Quinoa with (Almost) Caramelized Onions and Shiitake Mushrooms Two Ways

March 22, 2011
2 Ratings
Author Notes

It's still a little early here for fresh asparagus, so I use cabbage for now. Soon, I'll switch it out to asparagus for the spring. Either one tastes great. There are also two options for seasoning. You can use a pinch of cayenne (or 1/4 teaspoon Aleppo pepper) and a pinch of salt in lieu of the soy sauce and sesame oil if you don't want that flavoring. Just use some extra stock in step 4. I like to serve this on the side of a protein the first night, then use leftovers for lunches. Add a fried egg on top for another great meal. —healthierkitchen

  • Serves 4
  • 1 cup mixed red quinoa and cream colored quinoa (or even some black quinoa mixed with red), rinsed
  • 2 1/2 cups low sodium vegetable stock (you can use chicken if you don't want it vegetarian)

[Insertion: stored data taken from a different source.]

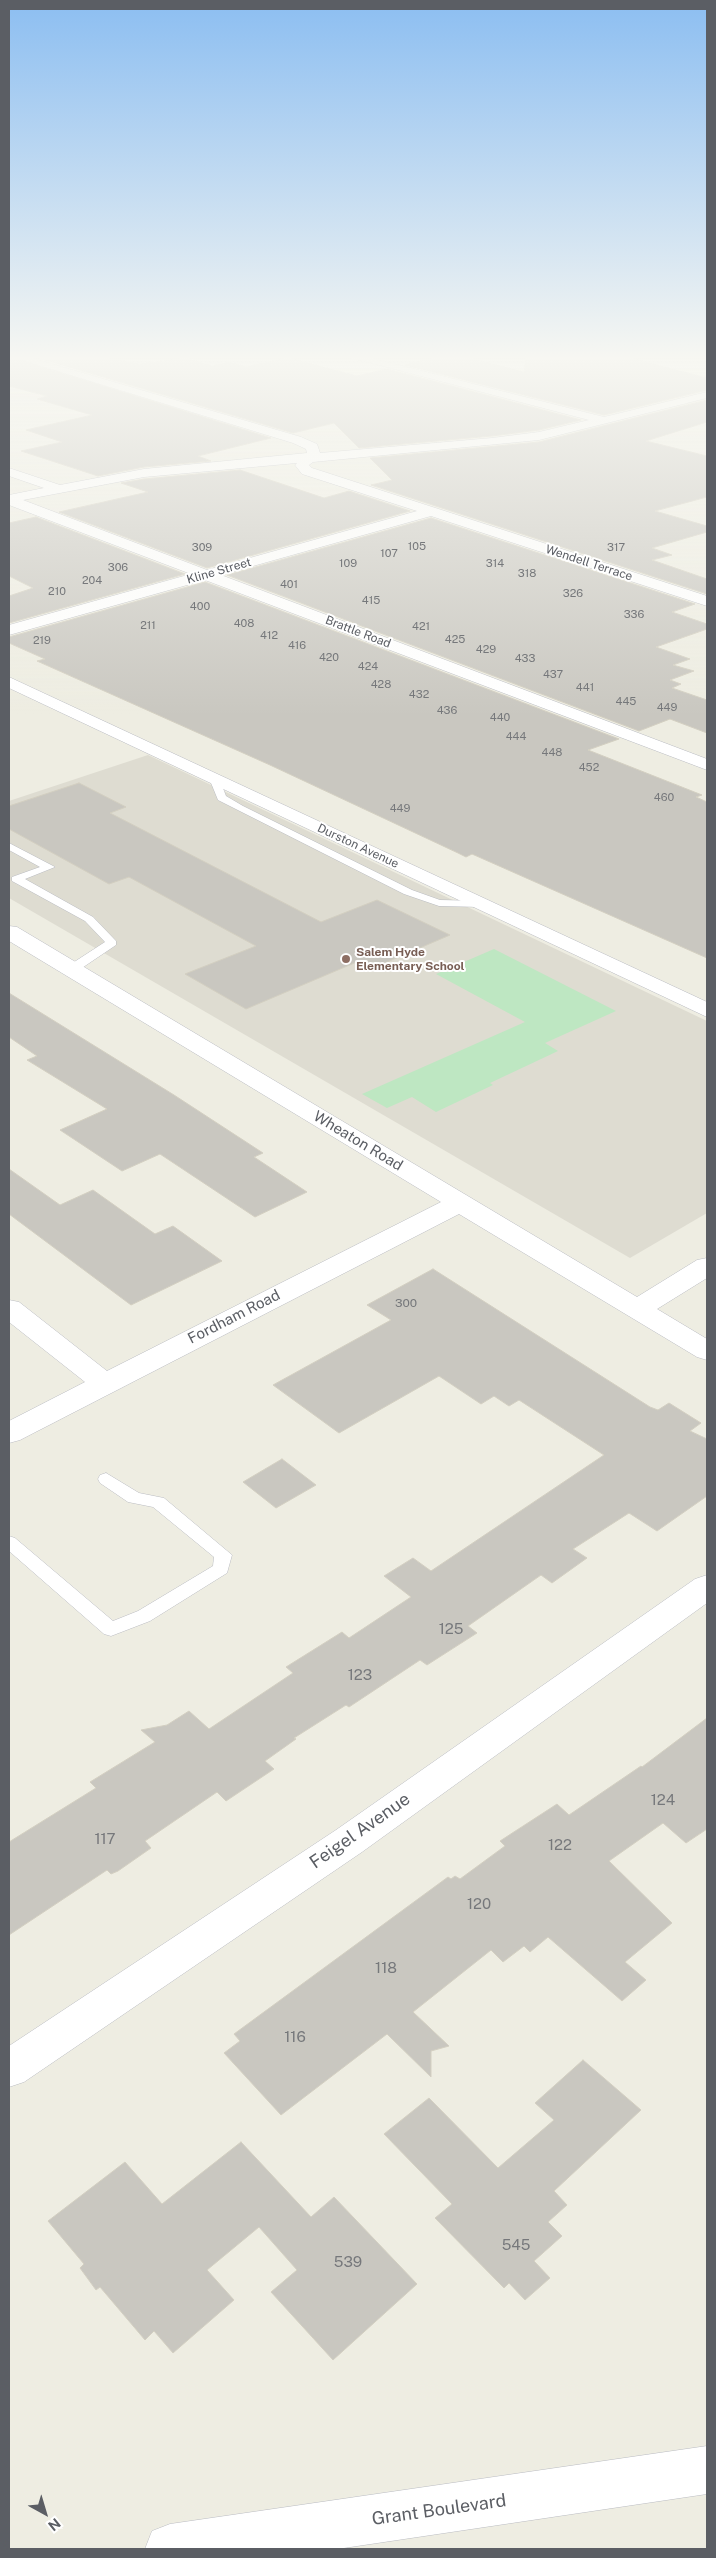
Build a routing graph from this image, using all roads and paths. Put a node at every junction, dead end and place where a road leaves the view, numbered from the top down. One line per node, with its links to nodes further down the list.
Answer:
1 (25, 477): 4 (street)
2 (118, 477): 4 (street)
3 (326, 477): 6 (street, Wendell Terrace)
4 (56, 488): 5 (street)
5 (9, 500): 7 (street, Brattle Road)
6 (430, 512): 7 (street, Kline Street); 8 (street, Wendell Terrace)
7 (206, 574): 9 (street, Kline Street); 11 (street, Brattle Road)
8 (707, 601)
9 (9, 630)
10 (9, 682): 15 (street, Durston Avenue)
11 (707, 764)
12 (9, 846): 14 (lane)
13 (9, 932): 14 (street, Wheaton Road)
14 (72, 969): 16 (street, Wheaton Road)
15 (707, 1010)
16 (460, 1203): 19 (street, Wheaton Road); 21 (street, Fordham Road)
17 (707, 1266): 19 (street)
18 (9, 1308): 21 (street)
19 (637, 1309): 20 (street, Wheaton Road)
20 (707, 1351)
21 (104, 1383): 22 (street, Fordham Road)
22 (9, 1433)
23 (106, 1479): 24 (lane)
24 (9, 1542)
25 (707, 1586): 26 (street, Feigel Avenue)
26 (9, 2069)
27 (707, 2470): 28 (street, Grant Boulevard)
28 (170, 2549)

  • 1 large onion, peeled and halved and then thinly sliced
  • 2 cloves garlic, minced
  • 3 ounces shiitake mushrooms, stems removed and caps sliced thinly
  • 1 small Napa cabbage or 1/2 of a larger one, sliced (about 2 -3 cups). You can also use a bunch of asparagus, cut into two inch pieces on a bias and lightly steamed.

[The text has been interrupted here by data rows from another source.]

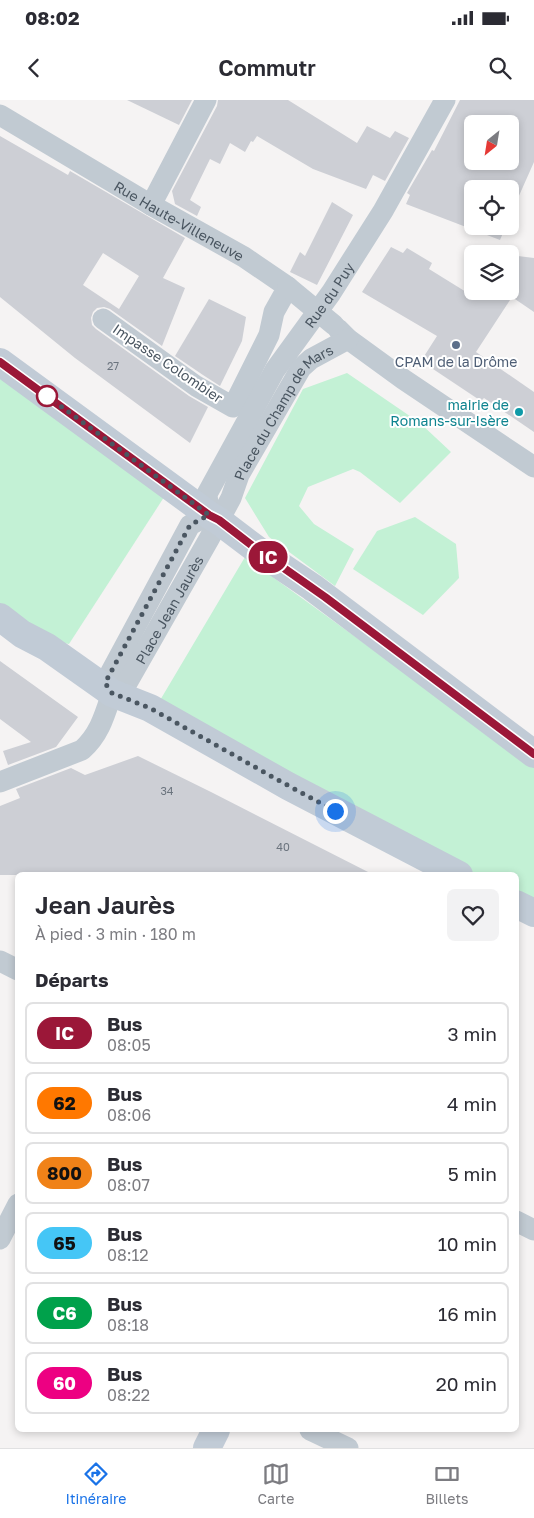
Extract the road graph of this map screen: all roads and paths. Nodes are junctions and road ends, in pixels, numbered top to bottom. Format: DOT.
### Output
graph roads {
  1 [pos="206,100"];
  2 [pos="446,100"];
  3 [pos="0,115"];
  4 [pos="152,205"];
  5 [pos="288,287"];
  6 [pos="103,319"];
  7 [pos="341,332"];
  8 [pos="0,362"];
  9 [pos="534,467"];
  10 [pos="220,511"];
  11 [pos="0,617"];
  12 [pos="122,696"];
  13 [pos="534,754"];
  14 [pos="0,782"];
  15 [pos="453,872"];
  16 [pos="519,906"];
  17 [pos="534,913"];
  18 [pos="0,961"];
  19 [pos="15,968"];
  20 [pos="15,1210"];
  21 [pos="519,1222"];
  22 [pos="534,1230"];
  23 [pos="0,1239"];
  24 [pos="215,1432"];
  25 [pos="314,1432"];
  26 [pos="207,1448"];
  27 [pos="348,1448"];
  1 -- 4 [label="street"];
  2 -- 10 [label="street, Rue du Puy"];
  3 -- 4 [label="street, Rue Haute-Villeneuve"];
  4 -- 5 [label="street, Rue Haute-Villeneuve"];
  5 -- 6 [label="street, Impasse Colombier"];
  5 -- 7 [label="street, Rue Haute-Villeneuve, bridge"];
  7 -- 9 [label="street, Rue Haute-Villeneuve"];
  7 -- 10 [label="street, Place du Champ de Mars"];
  8 -- 10 [label="main road"];
  10 -- 12 [label="street, Place Jean Jaurès"];
  10 -- 13 [label="main road"];
  11 -- 12 [label="main road"];
  12 -- 14 [label="street"];
  12 -- 15 [label="main road"];
  16 -- 17 [label="main road"];
  18 -- 19 [label="street"];
  20 -- 23 [label="street"];
  21 -- 22 [label="street"];
  24 -- 26 [label="main road"];
  25 -- 27 [label="street"];
}
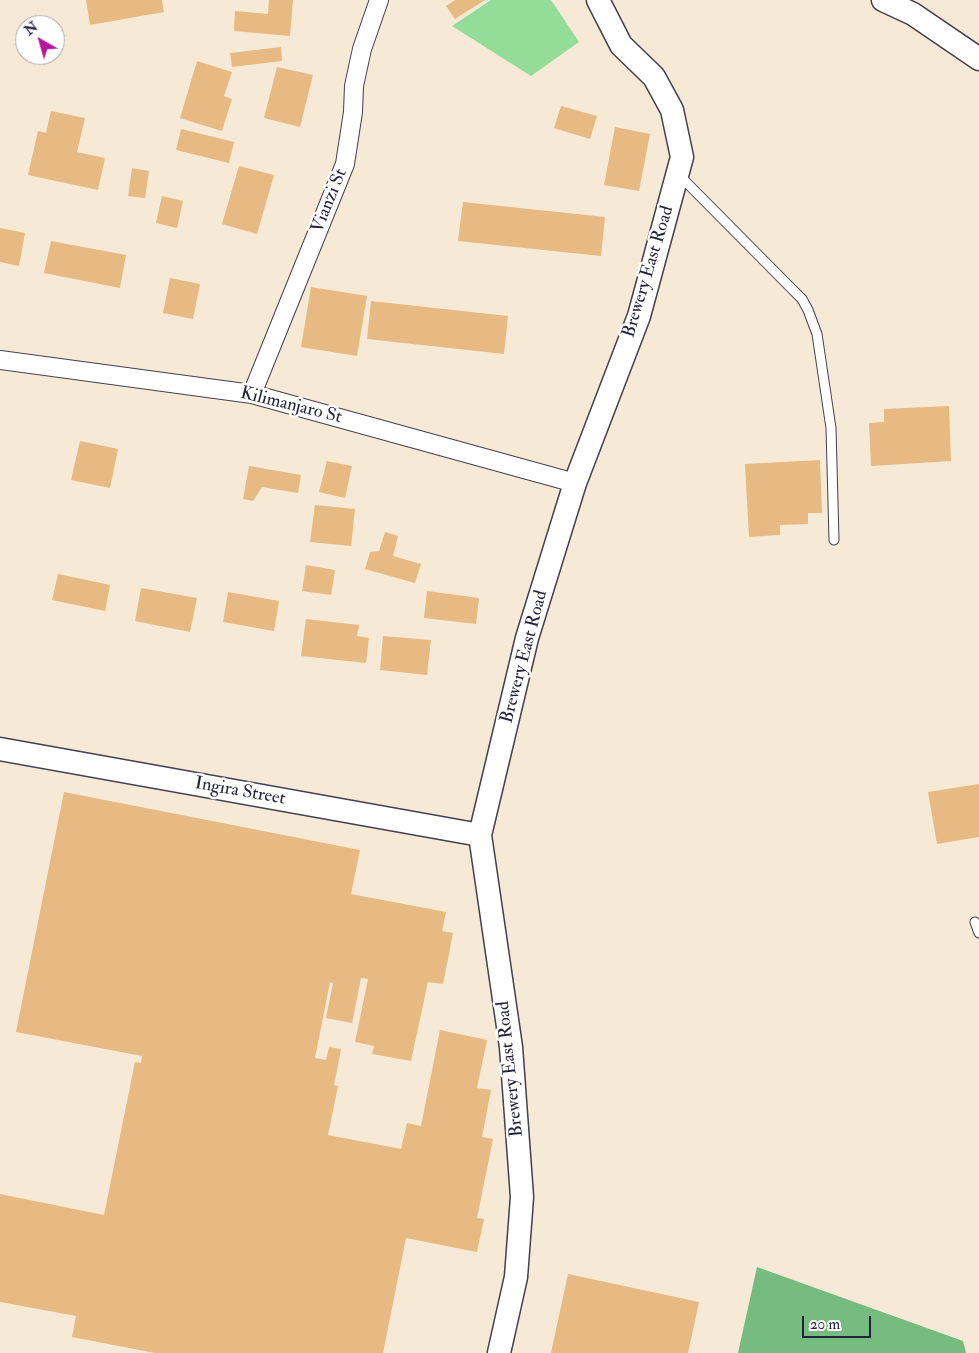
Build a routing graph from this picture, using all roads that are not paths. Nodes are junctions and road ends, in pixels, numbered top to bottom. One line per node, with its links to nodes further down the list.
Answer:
1 (379, 0): 7 (street, Vianzi St)
2 (598, 0): 5 (street, Brewery East Road)
3 (883, 0): 4 (street)
4 (979, 59)
5 (678, 174): 8 (street, Brewery East Road); 9 (lane)
6 (0, 360): 7 (street, Kilimanjaro St)
7 (252, 394): 8 (street, Kilimanjaro St)
8 (575, 483): 11 (street, Brewery East Road)
9 (834, 540)
10 (0, 749): 11 (street, Ingira Street)
11 (480, 835): 14 (street, Brewery East Road)
12 (975, 922): 13 (lane)
13 (979, 932)
14 (499, 1353)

  • 1 - 2 tablespoons soy sauce
  • 1 teaspoon sesame oil
In This Recipe
  1. Heat a saute pan on medium heat. When pan is warm, add 2 -3 tablespoons of olive oil to pan. Add the sliced onions and let them cook, stirring occasionally, about 10 - 15 minutes. You want them to get a little brown, but not actually caramelized (see picture above).
  2. Meanwhile, put quinoa and stock or water in a saucepan and bring to a boil. Lower to a simmer and cover. I like to cook it on the shorter side to maintain a little more of a chewy mouth feel. After about 10 minutes, check the pot and see if the grain has become translucent. Taste it gingerly, as the stock or water is hot, and if it's still crunchy, leave it to simmer a couple of minutes more. When it is done, the individual grains should be translucent and you should be able to see a "ring" around the edge. That is the germ of the grain. You just don't want to let it get mushy. I find that it takes less time than the packages instruct.
  3. When the quinoa is done, drain over a fine mesh strainer or colander if there is still liquid in the pan. You can reserve some of the stock if you are not using soy sauce.
  4. Lower the heat in the saute pan to medium-low and add the garlic and mushrooms. Once they have softened, about 3 minutes, add the cabbage or asparagus. Add the soy sauce one tablespoon at a time (or water or stock) to moisten the pan. Add the other if needed. Let cook, stirring occasionally for about 3 more minutes.
  5. If you are using the soy sauce and sesame oil, take the pan off the heat and add the sesame oil and mix and serve. If you are omitting the soy sauce and sesame oil in favor of the pepper, add the cayenne or Aleppo pepper here and taste for salt.